Adherence to medication is fundamental to the successful treatment of malaria and is assisted by use of a FDC. Direct supervision ensures total treatment compliance by the patient, as was the case for the treatment of the first episode in this study. In day-to-day practice, however, this approach is not feasible and the health-care worker is reliant on the patient understanding and following instructions. Therefore, the simpler the regimen, the greater the likelihood is of total compliance. Although there is potential for poor adherence to dosing that involves taking more than one tablet on each occasion in the absence of supervision, there was only one patient in this study who did not take the full dose when unsupervised. However, the mistake made by this patient was quickly identified (only one dose was missed) and the problem was rectified. Compliance is likely to be poorer if a patient is not participating in a trial or is not being closely monitored. The simplicity of dosing using a FDC may also be particularly advantageous when treating children [24
The clinical safety in terms of adverse events and clinical laboratory findings was found to be comparable for ASAQ and AL in our study, with no evidence of haematological and hepatic toxicity associated with the use of ASAQ. In our study, based on observations in nearly 400 patients, treatment-related adverse events were recorded in <12% of the patients. The incidences of these events were comparable with the ASAQ and the AL FDCs, with most events being mild or moderate in intensity. The persistent anaemia observed in three children was probably attributable to helminthiasis as prevalence of intestinal parasites in children is high in this area of Senegal. Although a relatively small proportion of patients received a second or third course of treatment for subsequent episodes, there was no evidence of any difference in adverse event reporting with repeated use of either FDC. Similarly, there was no evidence of a negative impact of either FDC on clinical laboratory findings.
An important feature of the present study is that, in addition to the monitoring of safety as routinely performed in clinical studies, the possible effects of ASAQ and AL on the impairment of hearing and the QTc interval were evaluated.

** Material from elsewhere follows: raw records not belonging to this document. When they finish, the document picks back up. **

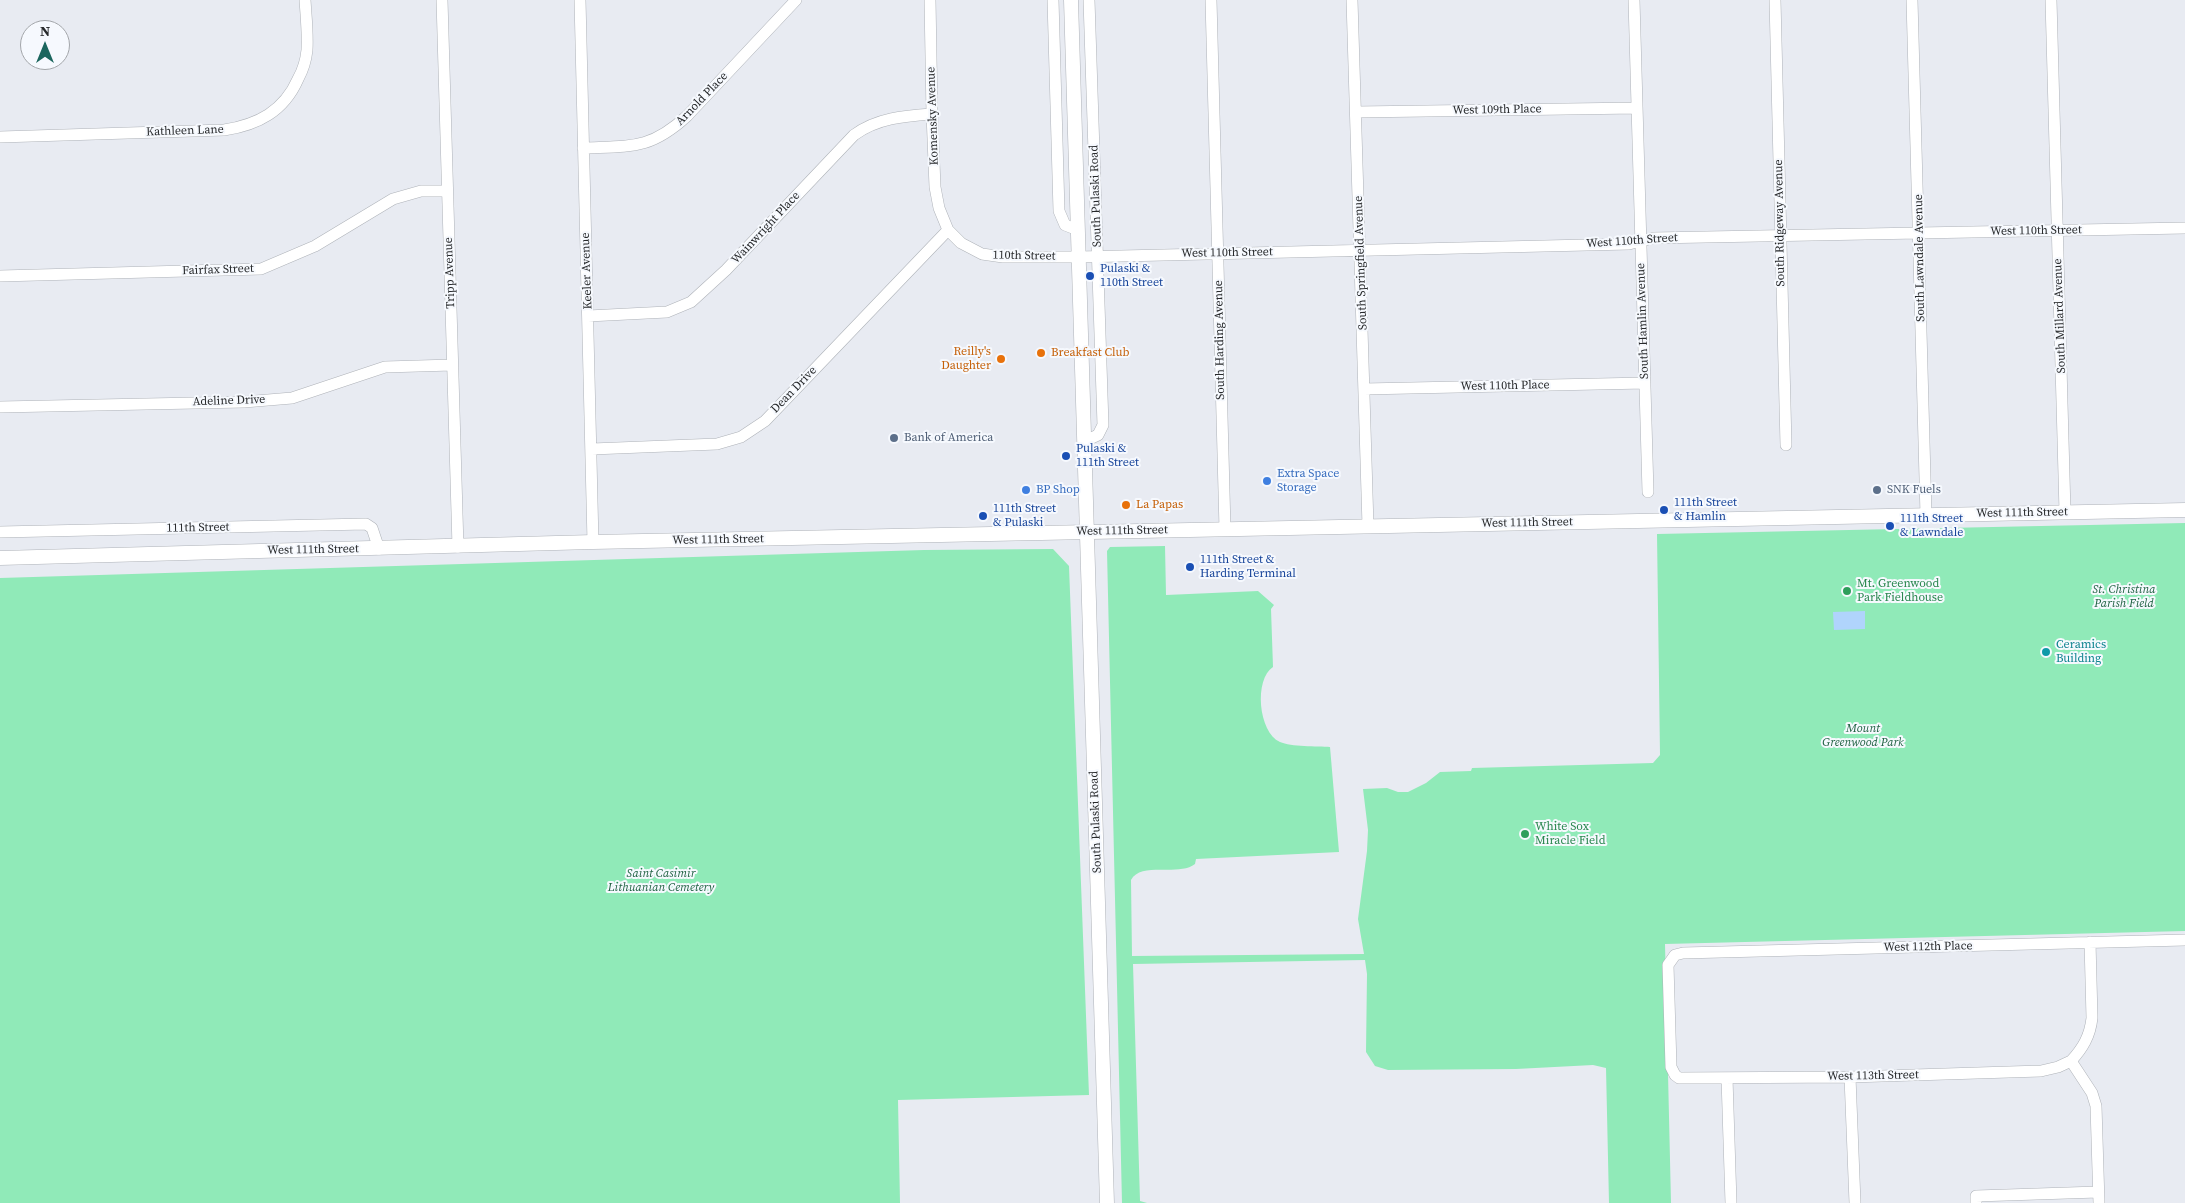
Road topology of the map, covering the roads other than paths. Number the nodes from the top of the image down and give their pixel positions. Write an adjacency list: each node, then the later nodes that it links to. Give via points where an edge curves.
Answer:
1 (305, 0): 18 (street, Kathleen Lane, via 307,50 300,75 293,91 280,107 258,122 224,130)
2 (442, 0): 20 (street, Tripp Avenue)
3 (580, 0): 19 (street, Keeler Avenue)
4 (796, 0): 19 (street, Arnold Place, via 669,132 633,146)
5 (930, 0): 17 (street, Komensky Avenue)
6 (1053, 0): 23 (street, South Pulaski Road, via 1059,211 1065,225)
7 (1071, 0): 23 (main road, South Pulaski Road)
8 (1089, 0): 31 (street, South Pulaski Road)
9 (1211, 0): 29 (street, South Harding Avenue)
10 (1352, 0): 16 (street, South Springfield Avenue)
11 (1634, 0): 15 (street, South Hamlin Avenue)
12 (1775, 0): 26 (street, South Ridgeway Avenue)
13 (1912, 0): 25 (street, South Lawndale Avenue)
14 (2051, 0): 24 (street, South Millard Avenue)
15 (1637, 108): 16 (street, West 109th Place); 27 (street, South Hamlin Avenue)
16 (1356, 112): 28 (street, South Springfield Avenue)
17 (932, 114): 22 (street, Komensky Avenue, via 935,187); 33 (street, Wainwright Place, via 890,118 862,129 691,302 667,312)
18 (0, 137)
19 (583, 148): 33 (street, Keeler Avenue)
20 (447, 190): 32 (street, Fairfax Street, via 414,192 393,199 314,246 261,268); 34 (street, Tripp Avenue)
21 (2185, 228): 24 (street, West 110th Street)
22 (948, 230): 30 (street, 110th Street, via 962,243 982,254 1003,257); 40 (street, Dean Drive, via 765,420 742,437 705,446)
23 (1078, 230): 30 (main road, South Pulaski Road)
24 (2057, 230): 25 (street, West 110th Street); 43 (street, South Millard Avenue)
25 (1919, 233): 26 (street, West 110th Street); 44 (street, South Lawndale Avenue)
26 (1780, 236): 27 (street, West 110th Street, via 1653,238); 39 (street, South Ridgeway Avenue)
27 (1641, 241): 28 (street, West 110th Street, via 1629,244); 35 (street, South Hamlin Avenue)
28 (1361, 250): 29 (street, West 110th Street); 36 (street, South Springfield Avenue)
29 (1218, 253): 31 (street, West 110th Street); 46 (street, South Harding Avenue)
30 (1079, 256): 31 (street, West 110th Street); 38 (main road, South Pulaski Road)
31 (1098, 256): 38 (street, South Pulaski Road, via 1103,425 1098,434)
32 (0, 276)
33 (588, 316): 40 (street, Keeler Avenue)
34 (452, 365): 37 (street, Adeline Drive, via 385,367 292,398 244,402); 50 (street, Tripp Avenue)
35 (1645, 383): 36 (street, West 110th Place); 41 (street, South Hamlin Avenue)
36 (1364, 389): 45 (street, South Springfield Avenue)
37 (0, 407)
38 (1084, 441): 48 (main road, South Pulaski Road)
39 (1786, 446)
40 (592, 449): 49 (street, Keeler Avenue)
41 (1648, 492)
42 (2185, 510): 43 (main road, West 111th Street)
43 (2065, 512): 44 (main road, West 111th Street)
44 (1926, 515): 45 (main road, West 111th Street)
45 (1368, 526): 46 (main road, West 111th Street)
46 (1225, 529): 48 (main road, West 111th Street)
47 (0, 532): 51 (street, 111th Street, via 366,524 372,528)
48 (1087, 532): 49 (main road, West 111th Street); 61 (main road, South Pulaski Road)
49 (593, 542): 50 (main road, West 111th Street)
50 (458, 546): 51 (main road, West 111th Street)
51 (379, 549): 52 (main road, West 111th Street)
52 (0, 558)
53 (2185, 940): 54 (street, West 112th Place)
54 (2090, 942): 55 (street, via 2091,1029 2082,1049); 56 (street, West 112th Place, via 1683,953 1672,957 1668,965 1671,1067)
55 (2071, 1061): 57 (street, West 113th Street, via 2041,1071); 59 (street, via 2092,1093 2096,1106)
56 (1675, 1075): 58 (street, West 113th Street, via 1685,1079)
57 (1850, 1077): 58 (street, West 113th Street); 63 (street)
58 (1728, 1078): 62 (street)
59 (2099, 1198): 60 (street)
60 (1976, 1199)
61 (1107, 1203)
62 (1731, 1203)
63 (1855, 1203)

Audiometric assessments did not detect any significant deleterious auditory effects in normal hearing associated with either FDC given for 3 days in adult patients. A QTc prolongation was observed in both treatment groups between day 0 and day 3. The prolongation of the QTc interval observed in patients experiencing malaria episode resulted probably from a real effect of treatments on depolarization, as well as from an interfering artefact due to fever resolution and its induced chronotropic effect, this later was greater in the ASAQ group. It should be noted that no cardiac adverse events occurred during the follow-up period. No clinical impact was observed.
One of the limitations of this study was that provision of highly effective FDC treatment in a moderate and highly seasonal transmission area, such as this study area, resulted in relatively few patients presenting with a second or third episode of malaria. The safety evaluation of repeated FDC use, therefore, is restricted in the present study, but suggests that repeated use of FDC ASAQ and AL in the clinical trial setting should present no major safety issues. Nevertheless, there is a need for more extensive systems of pharmacovigilance for FDC ACT when it is regularly used in routine clinical practice [25
]. Currently, adverse events often go unreported in routine clinical practice [26
]. Health-care workers are often unfamiliar with formal reporting procedures, and tend to consider that the costs and additional workload outweigh any benefits. Improving voluntary pharmacovigilance reporting in malaria-endemic areas of Africa requires the active participation of patients and health-care workers, and should encompass both public and private sectors. Another challenge is to ensure the reliability and validity of data generated by community health-care workers for a community-based pharmacovigilance system.